Obviously, one solution is $x=2$. By WA, another solution is $x=0.346...$. How to solve it analytically, e.g. using Lambert W function?

Thank you.

Answer 1

$$x^x=2x$$

$$=e^{x\ln x}=e^{(a+bi)(\ln|a+bi|+i(\arg(a+bi)+2k\pi))}$$

$$=e^{a\ln|a+bi|-b(\arg(a+bi)+2k\pi)}\cdot e^{bi\ln|a+bi|+ai(\arg(a+bi)+2k\pi)}$$

$$\implies {e^{a\ln|a+bi|}\over e^{b(\arg(a+bi)+2k\pi)}}=2|a+bi|$$

$$\text{and}\qquad e^{bi\ln|a+bi|+ai(\arg(a+bi)+2k\pi)}={a+bi\over|a+bi|}$$

$$\implies (a^2+b^2)^{a-1\over 2}=2e^{b\arg(a+bi)+2bk\pi}\tag 1$$

$$\text{and}\qquad\text{cis}(b\ln\sqrt{a^2+b^2}+a\arg(a+bi)+2ak\pi)=\text{cis}(\arg(a+bi)+2l\pi)\tag 2$$

$$(2)\implies \frac b2\ln(a^2+b^2)+(a-1)\arg(a+bi)=2l\pi-2ak\pi\tag 3$$

This is almost to the point of evaluating all-real numbers.
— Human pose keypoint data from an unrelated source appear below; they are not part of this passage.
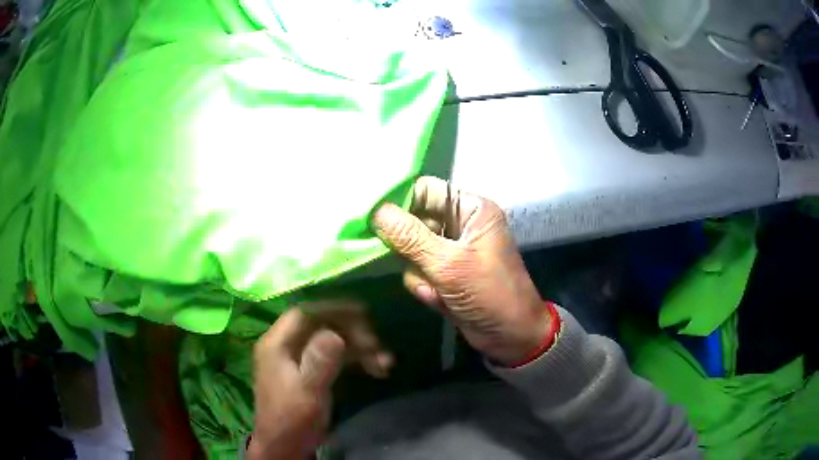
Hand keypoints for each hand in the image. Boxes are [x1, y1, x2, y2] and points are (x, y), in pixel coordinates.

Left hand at [249, 301, 391, 459]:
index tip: (363, 313)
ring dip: (358, 348)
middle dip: (351, 331)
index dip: (333, 309)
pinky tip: (377, 369)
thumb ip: (320, 363)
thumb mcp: (307, 392)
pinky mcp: (310, 372)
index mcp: (277, 344)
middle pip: (320, 325)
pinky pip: (335, 358)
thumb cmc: (292, 419)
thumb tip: (335, 333)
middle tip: (377, 344)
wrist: (286, 447)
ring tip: (385, 361)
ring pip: (331, 342)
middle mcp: (286, 346)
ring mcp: (298, 359)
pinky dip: (355, 361)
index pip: (304, 313)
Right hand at [372, 177, 550, 365]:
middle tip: (415, 265)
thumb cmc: (490, 294)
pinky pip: (417, 271)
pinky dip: (425, 287)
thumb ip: (410, 237)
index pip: (425, 190)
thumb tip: (375, 211)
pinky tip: (440, 300)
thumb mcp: (449, 265)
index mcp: (470, 209)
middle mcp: (459, 224)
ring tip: (438, 289)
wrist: (510, 338)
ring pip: (411, 250)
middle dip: (411, 249)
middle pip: (414, 221)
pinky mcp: (444, 272)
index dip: (399, 202)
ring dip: (420, 273)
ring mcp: (451, 250)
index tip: (373, 219)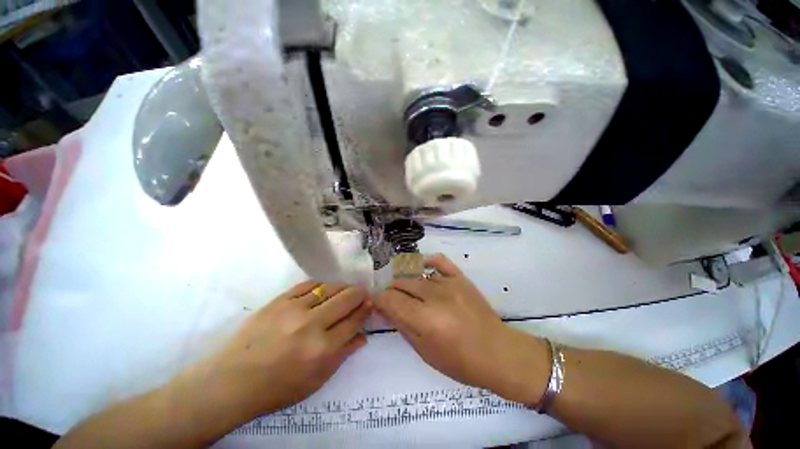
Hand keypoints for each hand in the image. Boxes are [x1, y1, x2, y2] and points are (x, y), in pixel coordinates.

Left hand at [177, 281, 371, 422]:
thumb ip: (343, 355)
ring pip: (330, 287)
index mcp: (322, 350)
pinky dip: (321, 285)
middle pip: (347, 298)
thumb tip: (363, 335)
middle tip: (362, 295)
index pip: (354, 320)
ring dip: (343, 287)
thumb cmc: (277, 388)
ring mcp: (293, 309)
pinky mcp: (278, 301)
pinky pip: (308, 284)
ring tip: (345, 290)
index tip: (369, 304)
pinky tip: (324, 289)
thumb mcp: (316, 381)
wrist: (231, 382)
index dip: (365, 310)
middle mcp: (312, 325)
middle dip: (360, 294)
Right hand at [376, 255, 548, 404]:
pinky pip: (439, 261)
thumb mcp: (424, 352)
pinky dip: (427, 262)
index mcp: (425, 319)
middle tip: (394, 303)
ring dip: (406, 283)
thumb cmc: (460, 361)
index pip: (390, 299)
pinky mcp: (460, 278)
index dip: (379, 301)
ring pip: (415, 275)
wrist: (497, 352)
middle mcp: (434, 296)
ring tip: (408, 293)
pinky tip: (422, 268)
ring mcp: (449, 283)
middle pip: (401, 284)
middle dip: (392, 293)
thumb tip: (384, 309)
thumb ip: (402, 326)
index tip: (379, 305)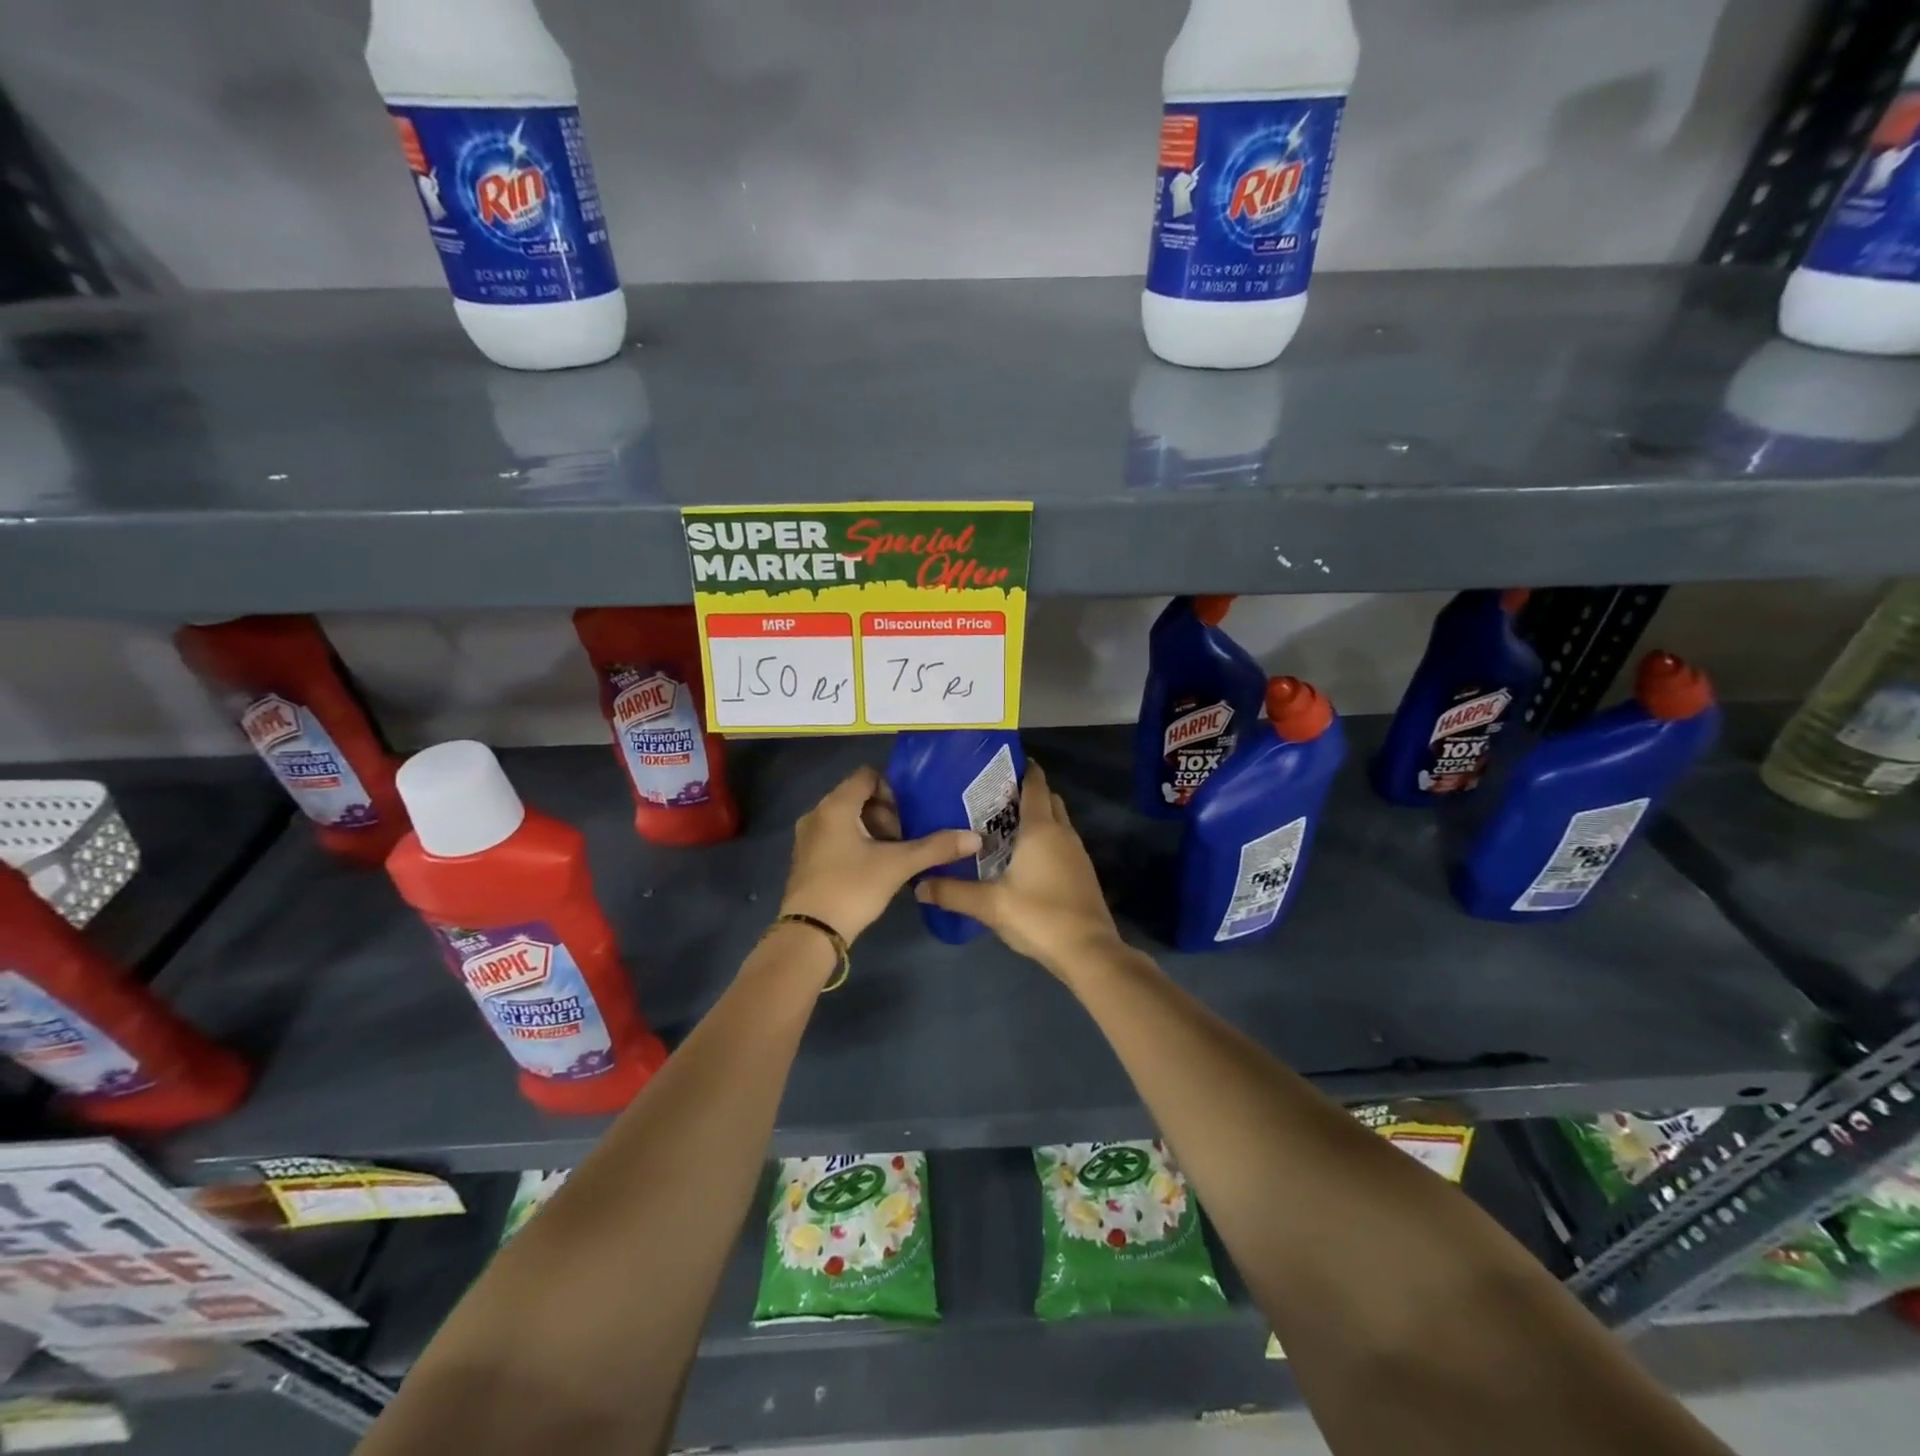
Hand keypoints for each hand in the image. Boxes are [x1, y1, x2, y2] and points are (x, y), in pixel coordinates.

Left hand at [780, 766, 979, 942]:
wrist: (810, 933)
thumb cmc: (852, 888)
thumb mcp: (898, 865)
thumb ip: (935, 848)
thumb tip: (974, 837)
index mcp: (835, 806)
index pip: (867, 776)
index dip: (893, 788)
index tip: (911, 811)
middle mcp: (817, 814)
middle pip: (857, 797)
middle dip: (885, 812)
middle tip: (906, 835)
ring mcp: (808, 838)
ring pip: (847, 819)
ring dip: (872, 829)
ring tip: (895, 852)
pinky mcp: (807, 859)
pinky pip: (835, 837)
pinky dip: (856, 843)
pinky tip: (874, 866)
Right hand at [914, 762, 1122, 975]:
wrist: (1088, 951)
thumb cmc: (1039, 916)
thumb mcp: (990, 905)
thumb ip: (953, 892)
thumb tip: (918, 885)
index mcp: (1041, 829)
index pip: (1035, 784)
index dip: (1023, 769)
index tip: (1001, 764)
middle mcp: (1062, 833)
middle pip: (1049, 799)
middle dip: (1028, 792)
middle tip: (995, 797)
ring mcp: (1077, 853)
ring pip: (1058, 821)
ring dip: (1038, 817)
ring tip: (1004, 825)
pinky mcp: (1082, 872)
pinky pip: (1062, 842)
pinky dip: (1046, 839)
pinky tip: (1024, 858)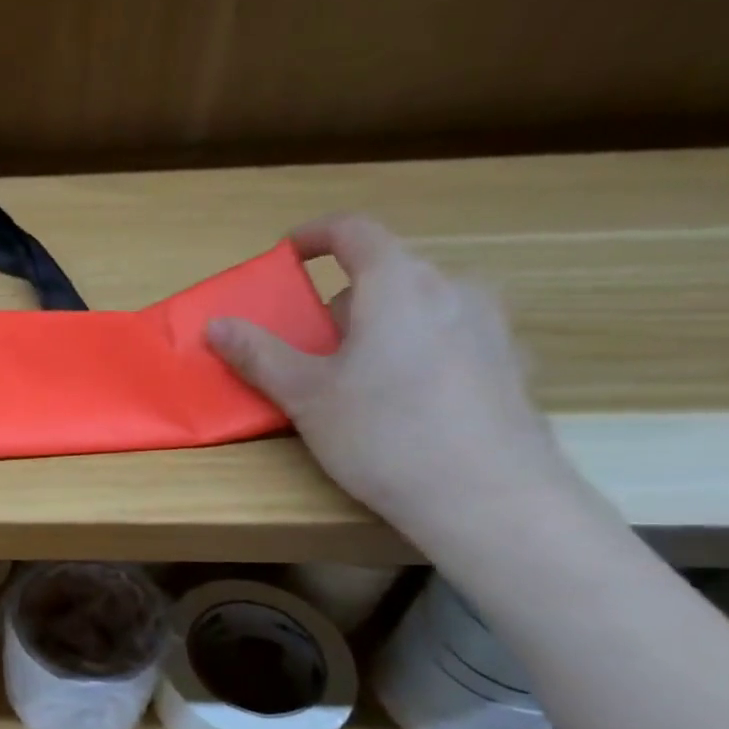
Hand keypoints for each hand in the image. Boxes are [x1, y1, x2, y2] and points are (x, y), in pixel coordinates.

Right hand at [206, 215, 570, 536]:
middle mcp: (452, 289)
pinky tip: (407, 403)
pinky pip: (451, 337)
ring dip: (381, 325)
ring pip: (421, 306)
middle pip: (386, 273)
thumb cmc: (384, 433)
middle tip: (311, 345)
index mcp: (398, 284)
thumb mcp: (305, 395)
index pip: (354, 230)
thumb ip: (259, 354)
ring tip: (358, 378)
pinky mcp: (511, 364)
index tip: (286, 254)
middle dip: (341, 300)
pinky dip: (418, 350)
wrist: (489, 498)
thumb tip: (216, 325)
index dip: (314, 235)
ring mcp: (491, 325)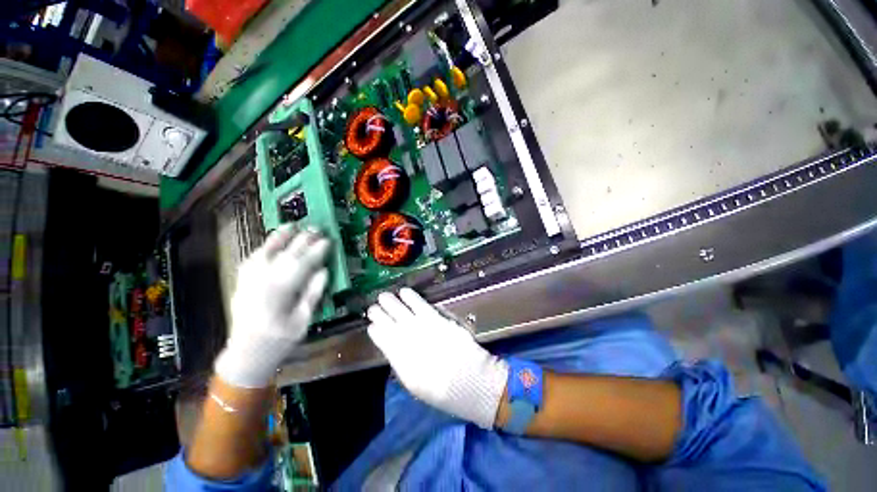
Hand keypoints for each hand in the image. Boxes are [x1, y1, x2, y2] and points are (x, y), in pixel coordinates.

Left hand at [214, 225, 330, 387]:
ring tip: (293, 224)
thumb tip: (323, 270)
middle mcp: (263, 280)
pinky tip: (272, 241)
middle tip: (317, 229)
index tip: (329, 241)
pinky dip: (264, 247)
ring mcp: (250, 279)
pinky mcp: (242, 281)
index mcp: (281, 291)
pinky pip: (253, 257)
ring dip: (281, 237)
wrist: (246, 352)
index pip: (303, 264)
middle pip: (287, 253)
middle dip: (304, 239)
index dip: (317, 250)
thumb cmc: (280, 339)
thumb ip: (313, 293)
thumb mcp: (303, 320)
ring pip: (266, 251)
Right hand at [367, 288, 507, 427]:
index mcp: (400, 361)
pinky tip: (404, 292)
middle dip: (379, 314)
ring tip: (383, 296)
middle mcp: (407, 341)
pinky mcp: (436, 319)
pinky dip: (411, 297)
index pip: (383, 341)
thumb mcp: (416, 385)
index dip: (376, 332)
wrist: (469, 380)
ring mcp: (422, 328)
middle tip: (372, 308)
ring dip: (391, 303)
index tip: (371, 326)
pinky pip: (420, 305)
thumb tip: (394, 351)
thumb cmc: (443, 390)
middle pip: (389, 323)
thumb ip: (403, 365)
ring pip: (401, 311)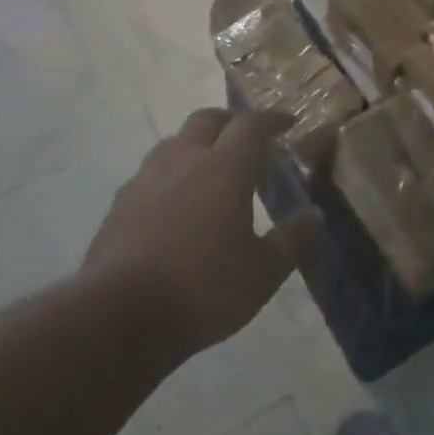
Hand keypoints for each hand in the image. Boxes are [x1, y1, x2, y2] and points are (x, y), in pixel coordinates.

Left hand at [85, 109, 320, 354]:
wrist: (120, 315)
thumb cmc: (204, 289)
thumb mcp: (264, 272)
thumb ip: (292, 240)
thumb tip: (314, 216)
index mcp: (224, 167)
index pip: (251, 124)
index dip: (272, 119)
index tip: (288, 122)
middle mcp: (184, 160)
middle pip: (207, 119)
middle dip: (231, 121)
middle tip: (248, 140)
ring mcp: (146, 179)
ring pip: (175, 142)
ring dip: (197, 145)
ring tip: (210, 170)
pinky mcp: (120, 203)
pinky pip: (151, 173)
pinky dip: (171, 175)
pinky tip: (175, 204)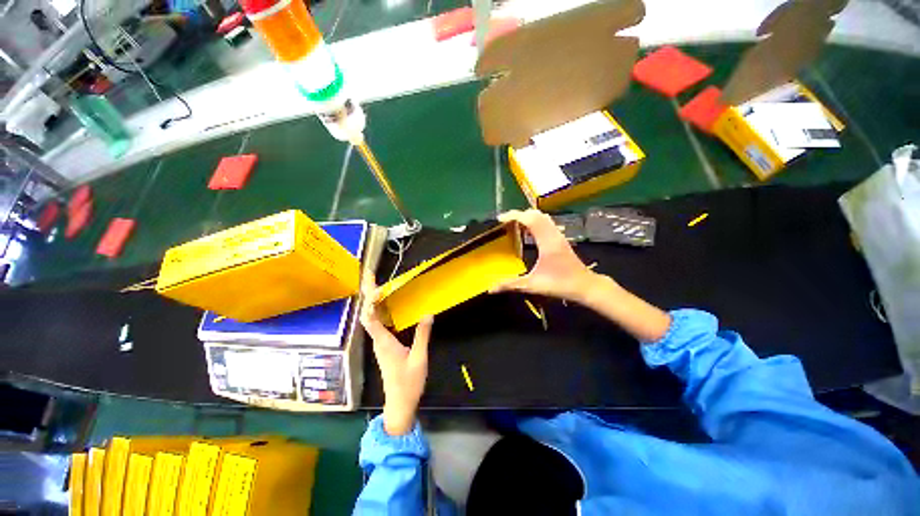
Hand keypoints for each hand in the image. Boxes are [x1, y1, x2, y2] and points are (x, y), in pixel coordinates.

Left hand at [361, 280, 433, 435]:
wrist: (399, 403)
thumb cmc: (408, 383)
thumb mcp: (419, 358)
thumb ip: (422, 336)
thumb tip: (428, 313)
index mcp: (384, 342)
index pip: (370, 318)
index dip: (371, 301)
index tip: (377, 286)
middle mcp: (377, 340)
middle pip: (367, 313)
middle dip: (368, 293)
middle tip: (370, 274)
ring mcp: (379, 342)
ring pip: (370, 317)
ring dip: (371, 299)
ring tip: (375, 282)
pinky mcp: (383, 345)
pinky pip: (376, 322)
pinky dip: (378, 309)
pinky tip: (384, 303)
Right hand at [492, 209, 600, 302]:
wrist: (586, 286)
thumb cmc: (560, 284)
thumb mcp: (533, 285)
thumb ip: (511, 285)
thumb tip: (491, 289)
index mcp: (547, 242)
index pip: (530, 220)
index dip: (514, 216)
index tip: (500, 219)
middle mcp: (553, 234)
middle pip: (536, 215)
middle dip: (519, 215)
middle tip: (505, 222)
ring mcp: (558, 235)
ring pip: (542, 217)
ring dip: (527, 217)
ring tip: (514, 224)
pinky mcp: (561, 239)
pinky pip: (546, 223)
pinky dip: (535, 222)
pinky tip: (528, 232)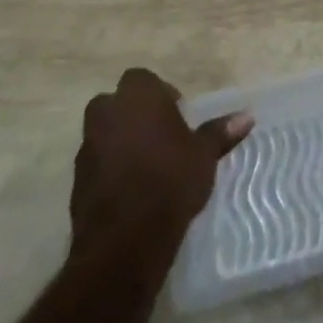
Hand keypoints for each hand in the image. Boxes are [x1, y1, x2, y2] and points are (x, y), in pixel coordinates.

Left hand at [70, 68, 252, 251]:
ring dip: (117, 142)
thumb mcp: (203, 155)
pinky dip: (107, 170)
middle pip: (113, 103)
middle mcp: (107, 116)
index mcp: (138, 98)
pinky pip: (94, 166)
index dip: (158, 93)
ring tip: (143, 164)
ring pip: (101, 134)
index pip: (141, 79)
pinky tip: (128, 190)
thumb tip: (247, 116)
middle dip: (130, 114)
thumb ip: (220, 132)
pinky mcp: (75, 185)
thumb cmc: (170, 182)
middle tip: (156, 134)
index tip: (175, 114)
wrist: (124, 243)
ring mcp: (87, 150)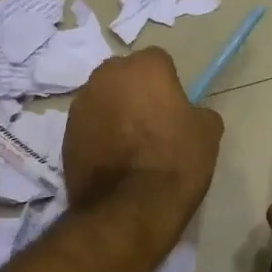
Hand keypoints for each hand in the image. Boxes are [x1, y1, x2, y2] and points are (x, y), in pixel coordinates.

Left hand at [64, 48, 222, 228]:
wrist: (130, 208)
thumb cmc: (175, 161)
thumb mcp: (207, 132)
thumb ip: (197, 111)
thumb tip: (188, 114)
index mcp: (143, 66)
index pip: (159, 62)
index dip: (168, 84)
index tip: (175, 109)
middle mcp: (106, 76)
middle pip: (124, 76)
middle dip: (135, 92)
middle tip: (151, 123)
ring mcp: (80, 105)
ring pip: (103, 100)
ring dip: (114, 114)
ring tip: (130, 146)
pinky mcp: (65, 135)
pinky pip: (89, 127)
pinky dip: (99, 137)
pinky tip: (114, 161)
Fortunately, many graphing programs will evaluate $\arctan(\tfrac ba)$ using all branches and correctly evaluating at e.g. $x=0$ such that $\arg(a+bi)$ can be graphed as $\arctan(\tfrac ba)$. Here are some graphs with $a$ along the $x$-axis and $b$ along the $y$-axis:

As demonstrated in the pictures, there are the three real solutions at $x\approx -0.658, 0.346, 2$, and there are many complex solutions, one of which is near the location $3+3i$.

Also, we have two equations to work with, so we can continue the direct analysis:

$$(1)\implies a^2+b^2=(2e^{b\arg(a+bi)+2bk\pi})^{2\over a-1}$$

Plugging into $(2)$:

$$\frac b2\ln((2e^{b\arg(a+bi)+2bk\pi})^{2\over a-1})+(a-1)\arg(a+bi)=2l\pi-2ak\pi$$

$$=\frac b{a-1}(b\arg(a+bi)+2bk\pi)\ln2+(a-1)\arg(a+bi)$$

$$=\frac {b^2\ln 2+(a-1)^2}{a-1}\arg(a+bi)+\frac{2b^2k\pi\ln 2}{a-1}$$

Unfortunately, this doesn't lend itself to any further breakdown that I am aware of. The graph is not easy to create, since the branches appear to be a near-full covering of 2D space, and even setting e.g. $k=1$ only makes for confusing graphs that do not correspond to the solutions identified above.